— Task goal —
In the entries below, how many lines hold the word "DHARMAHUSADA"? Answer with the number only.

(Records excerpted from a collection)
-=-=-=-=-
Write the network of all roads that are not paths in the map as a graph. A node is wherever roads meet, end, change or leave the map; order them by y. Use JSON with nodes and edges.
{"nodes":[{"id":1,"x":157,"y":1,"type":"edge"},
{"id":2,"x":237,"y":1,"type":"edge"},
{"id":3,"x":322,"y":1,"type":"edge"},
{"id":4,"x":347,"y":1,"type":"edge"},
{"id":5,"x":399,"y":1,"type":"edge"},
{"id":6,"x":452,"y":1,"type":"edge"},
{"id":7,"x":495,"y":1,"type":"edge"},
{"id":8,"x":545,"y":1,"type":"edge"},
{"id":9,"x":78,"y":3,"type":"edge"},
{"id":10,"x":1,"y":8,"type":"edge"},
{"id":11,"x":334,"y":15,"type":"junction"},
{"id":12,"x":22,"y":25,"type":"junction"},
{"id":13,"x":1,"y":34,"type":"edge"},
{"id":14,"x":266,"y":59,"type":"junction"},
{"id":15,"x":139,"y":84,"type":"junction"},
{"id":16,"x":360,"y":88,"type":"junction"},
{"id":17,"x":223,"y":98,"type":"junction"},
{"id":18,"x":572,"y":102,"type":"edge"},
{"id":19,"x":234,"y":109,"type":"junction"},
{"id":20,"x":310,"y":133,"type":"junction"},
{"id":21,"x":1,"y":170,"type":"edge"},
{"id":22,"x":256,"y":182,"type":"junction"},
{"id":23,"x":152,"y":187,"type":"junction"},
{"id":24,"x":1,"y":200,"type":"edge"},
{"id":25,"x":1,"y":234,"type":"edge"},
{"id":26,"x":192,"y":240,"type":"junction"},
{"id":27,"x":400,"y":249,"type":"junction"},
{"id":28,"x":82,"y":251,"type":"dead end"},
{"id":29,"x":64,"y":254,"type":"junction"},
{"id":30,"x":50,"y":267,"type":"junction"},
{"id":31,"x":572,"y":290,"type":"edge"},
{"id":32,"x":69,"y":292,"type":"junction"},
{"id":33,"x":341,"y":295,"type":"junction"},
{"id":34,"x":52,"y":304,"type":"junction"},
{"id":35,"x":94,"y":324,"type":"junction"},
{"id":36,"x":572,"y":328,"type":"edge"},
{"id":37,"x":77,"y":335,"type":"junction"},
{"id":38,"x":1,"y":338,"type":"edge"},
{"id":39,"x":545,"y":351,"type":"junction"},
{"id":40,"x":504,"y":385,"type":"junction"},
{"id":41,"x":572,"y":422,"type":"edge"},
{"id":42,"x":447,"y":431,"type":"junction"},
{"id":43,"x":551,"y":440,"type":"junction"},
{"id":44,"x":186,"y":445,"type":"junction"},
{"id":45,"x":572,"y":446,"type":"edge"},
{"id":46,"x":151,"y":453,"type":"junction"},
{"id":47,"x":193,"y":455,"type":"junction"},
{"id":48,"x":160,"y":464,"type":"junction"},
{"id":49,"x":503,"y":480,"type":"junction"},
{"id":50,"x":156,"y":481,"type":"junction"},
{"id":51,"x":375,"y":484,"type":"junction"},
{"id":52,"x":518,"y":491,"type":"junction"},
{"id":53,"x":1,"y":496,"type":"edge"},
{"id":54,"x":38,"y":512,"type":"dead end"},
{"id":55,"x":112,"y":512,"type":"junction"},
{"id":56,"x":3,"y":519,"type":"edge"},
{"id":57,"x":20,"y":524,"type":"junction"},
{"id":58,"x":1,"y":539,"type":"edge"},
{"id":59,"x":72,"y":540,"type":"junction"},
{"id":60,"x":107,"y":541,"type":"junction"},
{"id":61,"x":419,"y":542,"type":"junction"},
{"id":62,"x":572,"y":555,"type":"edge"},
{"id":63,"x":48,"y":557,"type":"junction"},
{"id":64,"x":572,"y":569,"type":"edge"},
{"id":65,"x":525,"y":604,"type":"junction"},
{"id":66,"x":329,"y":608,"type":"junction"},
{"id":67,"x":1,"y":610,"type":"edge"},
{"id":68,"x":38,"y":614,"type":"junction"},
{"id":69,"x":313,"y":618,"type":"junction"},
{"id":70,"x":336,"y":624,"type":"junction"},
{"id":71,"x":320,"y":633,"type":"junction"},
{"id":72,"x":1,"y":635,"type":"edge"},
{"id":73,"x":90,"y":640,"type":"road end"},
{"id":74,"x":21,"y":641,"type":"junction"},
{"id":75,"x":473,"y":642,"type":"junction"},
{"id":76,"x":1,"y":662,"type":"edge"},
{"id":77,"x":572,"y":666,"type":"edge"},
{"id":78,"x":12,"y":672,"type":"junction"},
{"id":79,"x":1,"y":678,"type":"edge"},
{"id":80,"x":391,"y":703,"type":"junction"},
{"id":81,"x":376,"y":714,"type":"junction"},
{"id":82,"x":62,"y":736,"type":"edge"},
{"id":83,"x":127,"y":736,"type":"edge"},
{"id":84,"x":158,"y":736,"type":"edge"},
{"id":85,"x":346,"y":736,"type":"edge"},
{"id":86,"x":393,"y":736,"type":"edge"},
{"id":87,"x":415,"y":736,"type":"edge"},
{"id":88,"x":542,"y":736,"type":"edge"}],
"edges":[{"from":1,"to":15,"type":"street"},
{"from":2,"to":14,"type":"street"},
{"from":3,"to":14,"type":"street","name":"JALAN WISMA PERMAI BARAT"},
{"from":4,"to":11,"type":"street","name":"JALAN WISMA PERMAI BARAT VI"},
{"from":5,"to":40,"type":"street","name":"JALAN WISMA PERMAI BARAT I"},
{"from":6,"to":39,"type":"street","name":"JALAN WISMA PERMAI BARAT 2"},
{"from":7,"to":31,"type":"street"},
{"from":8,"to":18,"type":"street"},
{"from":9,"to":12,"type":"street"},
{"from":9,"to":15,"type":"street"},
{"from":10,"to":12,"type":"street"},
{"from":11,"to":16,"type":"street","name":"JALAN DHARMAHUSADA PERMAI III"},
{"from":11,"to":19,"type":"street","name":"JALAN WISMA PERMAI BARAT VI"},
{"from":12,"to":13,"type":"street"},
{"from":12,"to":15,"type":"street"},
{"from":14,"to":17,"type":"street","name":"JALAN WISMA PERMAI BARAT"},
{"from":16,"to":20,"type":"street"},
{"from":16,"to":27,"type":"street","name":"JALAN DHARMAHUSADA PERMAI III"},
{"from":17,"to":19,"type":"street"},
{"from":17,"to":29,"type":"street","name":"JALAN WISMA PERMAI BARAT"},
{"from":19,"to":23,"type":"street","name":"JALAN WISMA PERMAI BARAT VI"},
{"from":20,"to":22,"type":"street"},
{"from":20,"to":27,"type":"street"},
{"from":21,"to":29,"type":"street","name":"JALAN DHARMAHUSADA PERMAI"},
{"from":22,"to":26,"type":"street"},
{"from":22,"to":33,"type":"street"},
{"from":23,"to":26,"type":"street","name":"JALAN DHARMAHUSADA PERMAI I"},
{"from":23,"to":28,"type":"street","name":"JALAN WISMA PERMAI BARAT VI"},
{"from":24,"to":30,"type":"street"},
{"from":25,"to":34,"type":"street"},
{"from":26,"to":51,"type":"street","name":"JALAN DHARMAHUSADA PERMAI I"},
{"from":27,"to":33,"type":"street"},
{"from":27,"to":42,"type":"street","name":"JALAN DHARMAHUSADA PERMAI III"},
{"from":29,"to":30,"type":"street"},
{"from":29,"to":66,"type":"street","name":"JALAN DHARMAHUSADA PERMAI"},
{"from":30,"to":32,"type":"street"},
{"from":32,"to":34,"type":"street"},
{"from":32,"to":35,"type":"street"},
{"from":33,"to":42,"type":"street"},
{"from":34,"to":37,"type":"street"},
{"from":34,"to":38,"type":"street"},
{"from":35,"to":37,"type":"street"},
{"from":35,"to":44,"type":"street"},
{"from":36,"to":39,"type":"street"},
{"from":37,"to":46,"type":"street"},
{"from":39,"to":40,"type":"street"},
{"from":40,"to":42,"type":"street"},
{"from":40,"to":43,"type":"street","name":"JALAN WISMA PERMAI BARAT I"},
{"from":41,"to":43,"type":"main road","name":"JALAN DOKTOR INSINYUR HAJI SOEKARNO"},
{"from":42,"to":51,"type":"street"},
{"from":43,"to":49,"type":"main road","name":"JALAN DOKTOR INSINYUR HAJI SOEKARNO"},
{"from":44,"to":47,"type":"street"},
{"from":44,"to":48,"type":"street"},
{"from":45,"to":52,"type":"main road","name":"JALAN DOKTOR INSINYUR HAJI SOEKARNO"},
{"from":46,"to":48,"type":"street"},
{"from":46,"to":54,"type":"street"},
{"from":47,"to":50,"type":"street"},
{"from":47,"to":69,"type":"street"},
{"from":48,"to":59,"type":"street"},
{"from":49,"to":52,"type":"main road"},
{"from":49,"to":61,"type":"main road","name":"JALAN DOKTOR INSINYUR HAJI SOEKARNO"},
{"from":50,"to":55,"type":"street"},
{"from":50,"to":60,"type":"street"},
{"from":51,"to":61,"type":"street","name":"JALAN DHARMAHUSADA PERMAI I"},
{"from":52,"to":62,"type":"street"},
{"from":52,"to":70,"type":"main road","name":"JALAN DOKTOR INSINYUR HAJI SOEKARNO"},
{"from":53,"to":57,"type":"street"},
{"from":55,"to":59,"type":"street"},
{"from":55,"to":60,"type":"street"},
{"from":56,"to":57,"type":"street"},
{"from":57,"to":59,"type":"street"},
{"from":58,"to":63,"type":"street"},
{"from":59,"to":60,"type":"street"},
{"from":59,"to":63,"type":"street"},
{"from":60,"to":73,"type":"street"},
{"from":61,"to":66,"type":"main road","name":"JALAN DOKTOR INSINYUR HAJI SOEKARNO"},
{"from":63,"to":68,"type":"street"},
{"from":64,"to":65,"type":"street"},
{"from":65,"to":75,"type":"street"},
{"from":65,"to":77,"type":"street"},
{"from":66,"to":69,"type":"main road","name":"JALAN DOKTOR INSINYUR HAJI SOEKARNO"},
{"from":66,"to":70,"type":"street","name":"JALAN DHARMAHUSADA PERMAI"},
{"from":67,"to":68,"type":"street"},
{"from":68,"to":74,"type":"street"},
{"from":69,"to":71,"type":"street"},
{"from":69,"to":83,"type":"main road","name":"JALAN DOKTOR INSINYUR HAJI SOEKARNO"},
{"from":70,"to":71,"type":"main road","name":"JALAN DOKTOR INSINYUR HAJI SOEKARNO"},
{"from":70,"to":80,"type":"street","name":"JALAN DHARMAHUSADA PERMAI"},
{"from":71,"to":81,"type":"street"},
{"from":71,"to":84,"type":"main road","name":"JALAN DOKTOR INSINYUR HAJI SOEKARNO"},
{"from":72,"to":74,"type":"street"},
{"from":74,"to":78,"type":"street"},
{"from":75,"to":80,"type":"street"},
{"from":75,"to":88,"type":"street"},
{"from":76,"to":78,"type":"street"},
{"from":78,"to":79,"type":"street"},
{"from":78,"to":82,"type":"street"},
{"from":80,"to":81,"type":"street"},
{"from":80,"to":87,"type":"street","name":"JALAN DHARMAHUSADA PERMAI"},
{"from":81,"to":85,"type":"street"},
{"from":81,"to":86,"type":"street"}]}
-=-=-=-=-
— Exercise output —
11